What needs to be done: Starting at the first line of the data, please print exactly those lines through the one that holds "Build a routing", omitting every picture.

Top of Dataset

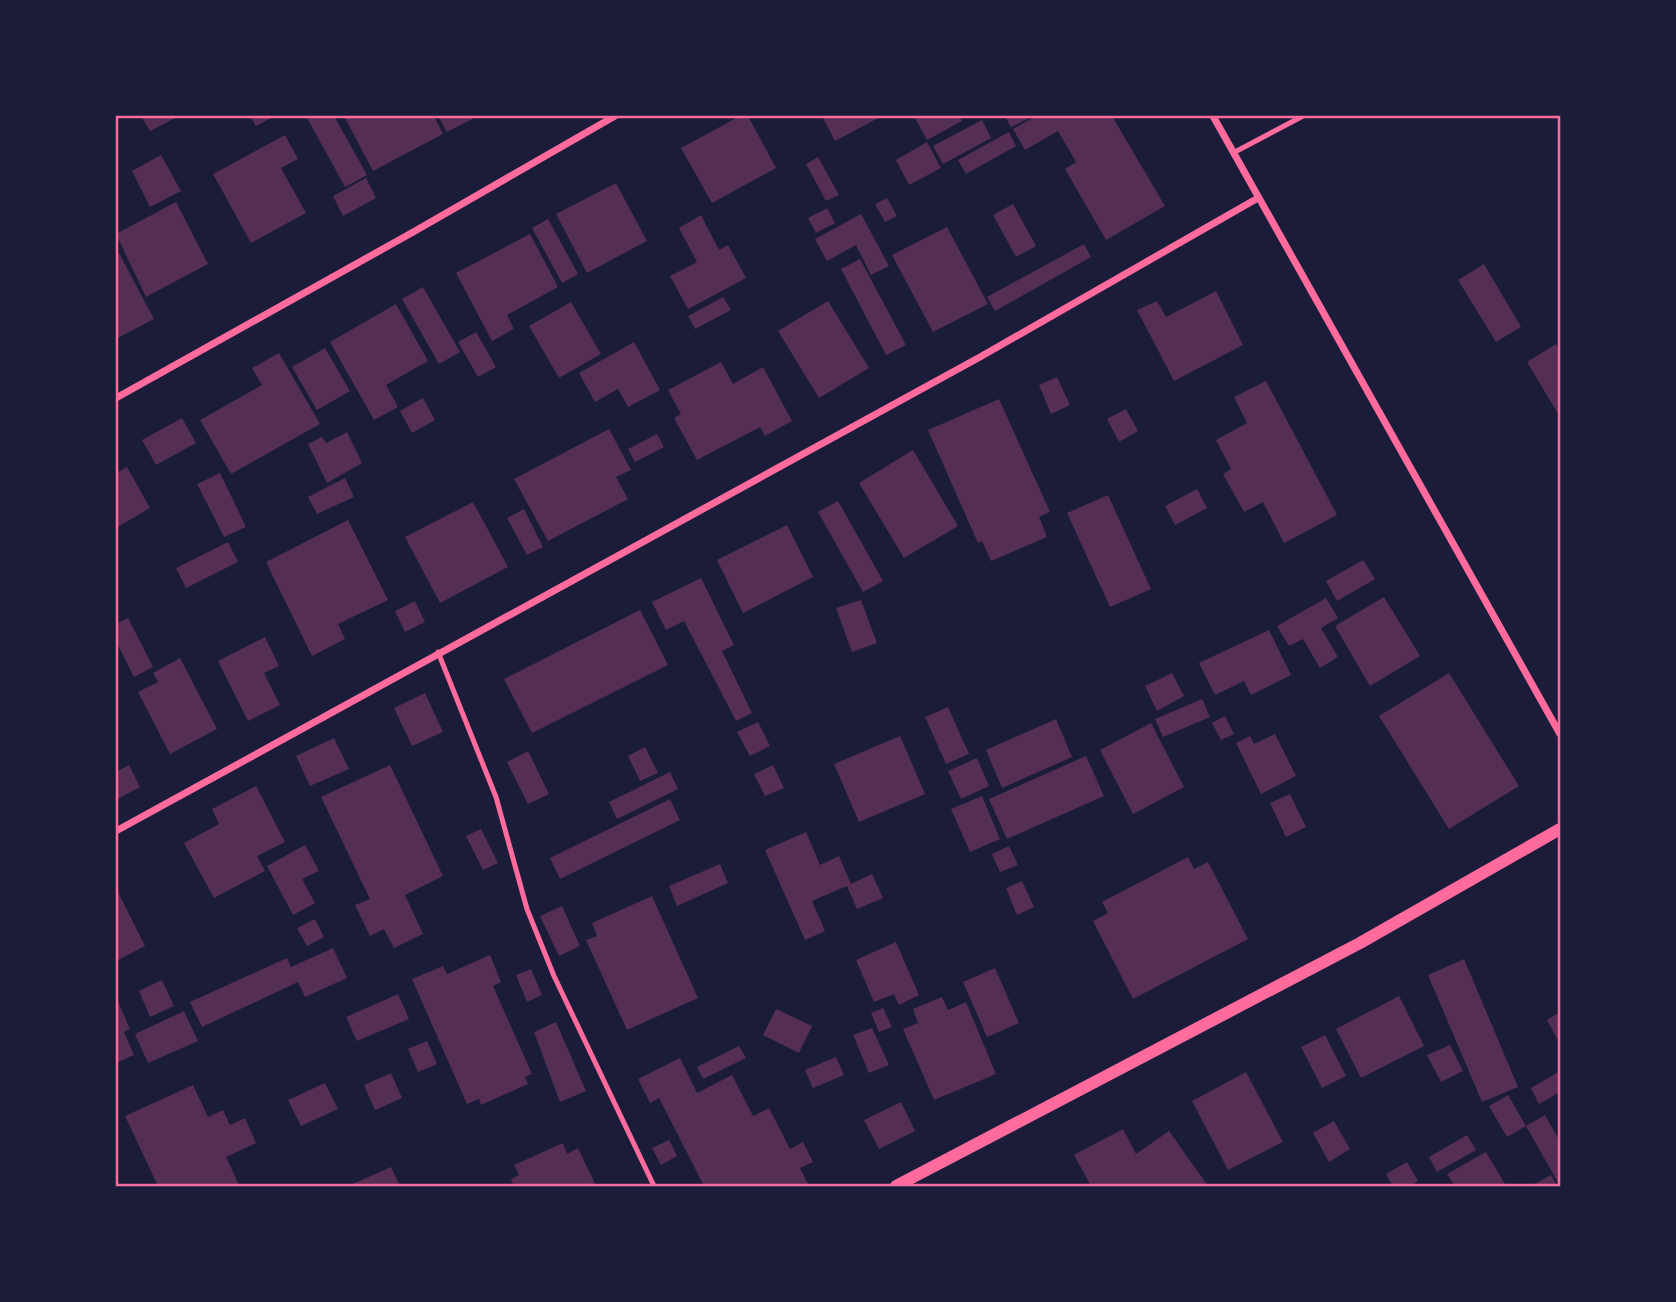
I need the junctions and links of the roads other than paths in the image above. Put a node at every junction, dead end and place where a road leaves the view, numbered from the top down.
1 (615, 116) edge
2 (1213, 116) edge
3 (1303, 116) edge
4 (1233, 153) junction
5 (1258, 198) junction
6 (116, 398) edge
7 (438, 652) junction
8 (1560, 734) edge
9 (1560, 829) edge
10 (116, 831) edge
11 (654, 1186) edge
12 (896, 1186) edge

1 - 6 street
2 - 4 street
3 - 4 lane
4 - 5 street
5 - 7 street
5 - 8 street
7 - 10 street
7 - 11 lane
9 - 12 street

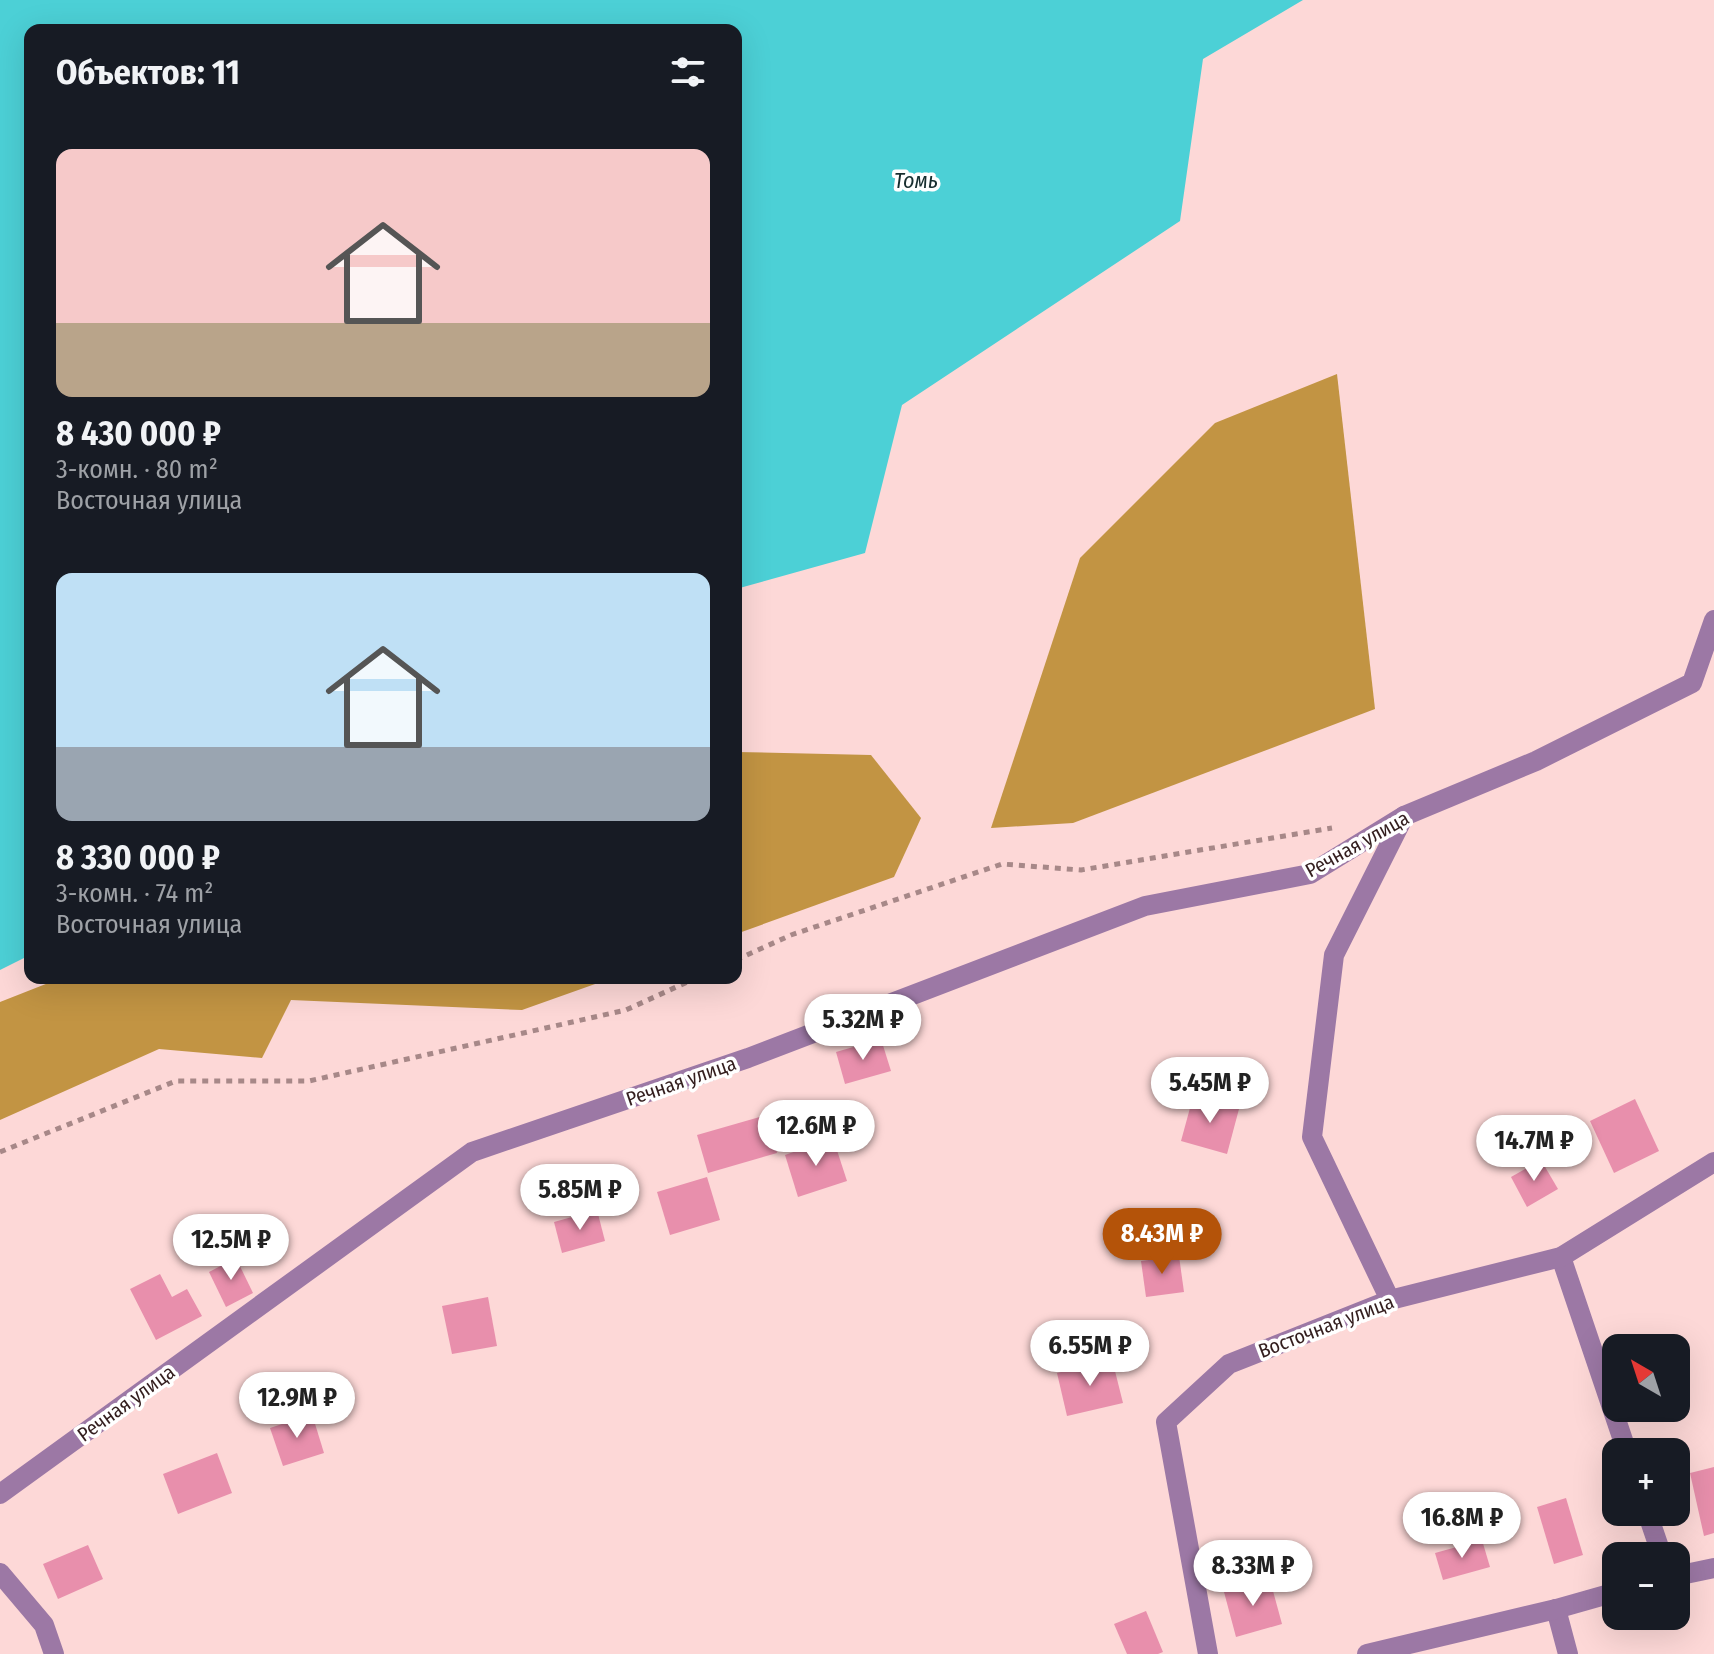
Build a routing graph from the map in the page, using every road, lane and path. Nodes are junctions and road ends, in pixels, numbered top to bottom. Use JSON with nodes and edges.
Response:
{"nodes":[{"id":1,"x":1714,"y":620,"type":"edge"},
{"id":2,"x":1714,"y":662,"type":"edge"},
{"id":3,"x":1692,"y":683,"type":"junction"},
{"id":4,"x":1404,"y":816,"type":"junction"},
{"id":5,"x":1343,"y":827,"type":"dead end"},
{"id":6,"x":742,"y":957,"type":"edge"},
{"id":7,"x":683,"y":984,"type":"edge"},
{"id":8,"x":0,"y":1152,"type":"edge"},
{"id":9,"x":1714,"y":1162,"type":"edge"},
{"id":10,"x":1561,"y":1257,"type":"junction"},
{"id":11,"x":1390,"y":1300,"type":"junction"},
{"id":12,"x":1622,"y":1438,"type":"edge"},
{"id":13,"x":0,"y":1494,"type":"edge"},
{"id":14,"x":1714,"y":1568,"type":"edge"},
{"id":15,"x":0,"y":1573,"type":"edge"},
{"id":16,"x":1690,"y":1573,"type":"edge"},
{"id":17,"x":1602,"y":1596,"type":"edge"},
{"id":18,"x":1556,"y":1609,"type":"junction"},
{"id":19,"x":54,"y":1654,"type":"edge"},
{"id":20,"x":1208,"y":1654,"type":"edge"},
{"id":21,"x":1367,"y":1654,"type":"edge"},
{"id":22,"x":1568,"y":1654,"type":"edge"}],
"edges":[{"from":1,"to":3,"type":"street"},
{"from":2,"to":3,"type":"street","name":"Речная улица"},
{"from":3,"to":4,"type":"street","name":"Речная улица"},
{"from":4,"to":11,"type":"street"},
{"from":4,"to":13,"type":"street","name":"Речная улица"},
{"from":5,"to":6,"type":"path"},
{"from":7,"to":8,"type":"path"},
{"from":9,"to":10,"type":"street","name":"Восточная улица"},
{"from":10,"to":11,"type":"street","name":"Восточная улица"},
{"from":10,"to":12,"type":"street"},
{"from":11,"to":20,"type":"street","name":"Восточная улица"},
{"from":14,"to":16,"type":"street"},
{"from":15,"to":19,"type":"street"},
{"from":17,"to":18,"type":"street"},
{"from":18,"to":21,"type":"street"},
{"from":18,"to":22,"type":"street"}]}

Bottom of Dataset

Answer for this exercise:
I need the junctions and links of the roads other than paths in the image above. Put a node at every junction, dead end and place where a road leaves the view, numbered from the top down.
1 (615, 116) edge
2 (1213, 116) edge
3 (1303, 116) edge
4 (1233, 153) junction
5 (1258, 198) junction
6 (116, 398) edge
7 (438, 652) junction
8 (1560, 734) edge
9 (1560, 829) edge
10 (116, 831) edge
11 (654, 1186) edge
12 (896, 1186) edge

1 - 6 street
2 - 4 street
3 - 4 lane
4 - 5 street
5 - 7 street
5 - 8 street
7 - 10 street
7 - 11 lane
9 - 12 street

Build a routing graph from the map in the page, using every road, lane and path. Nodes are junctions and road ends, in pixels, numbered top to bottom. Use JSON with nodes and edges.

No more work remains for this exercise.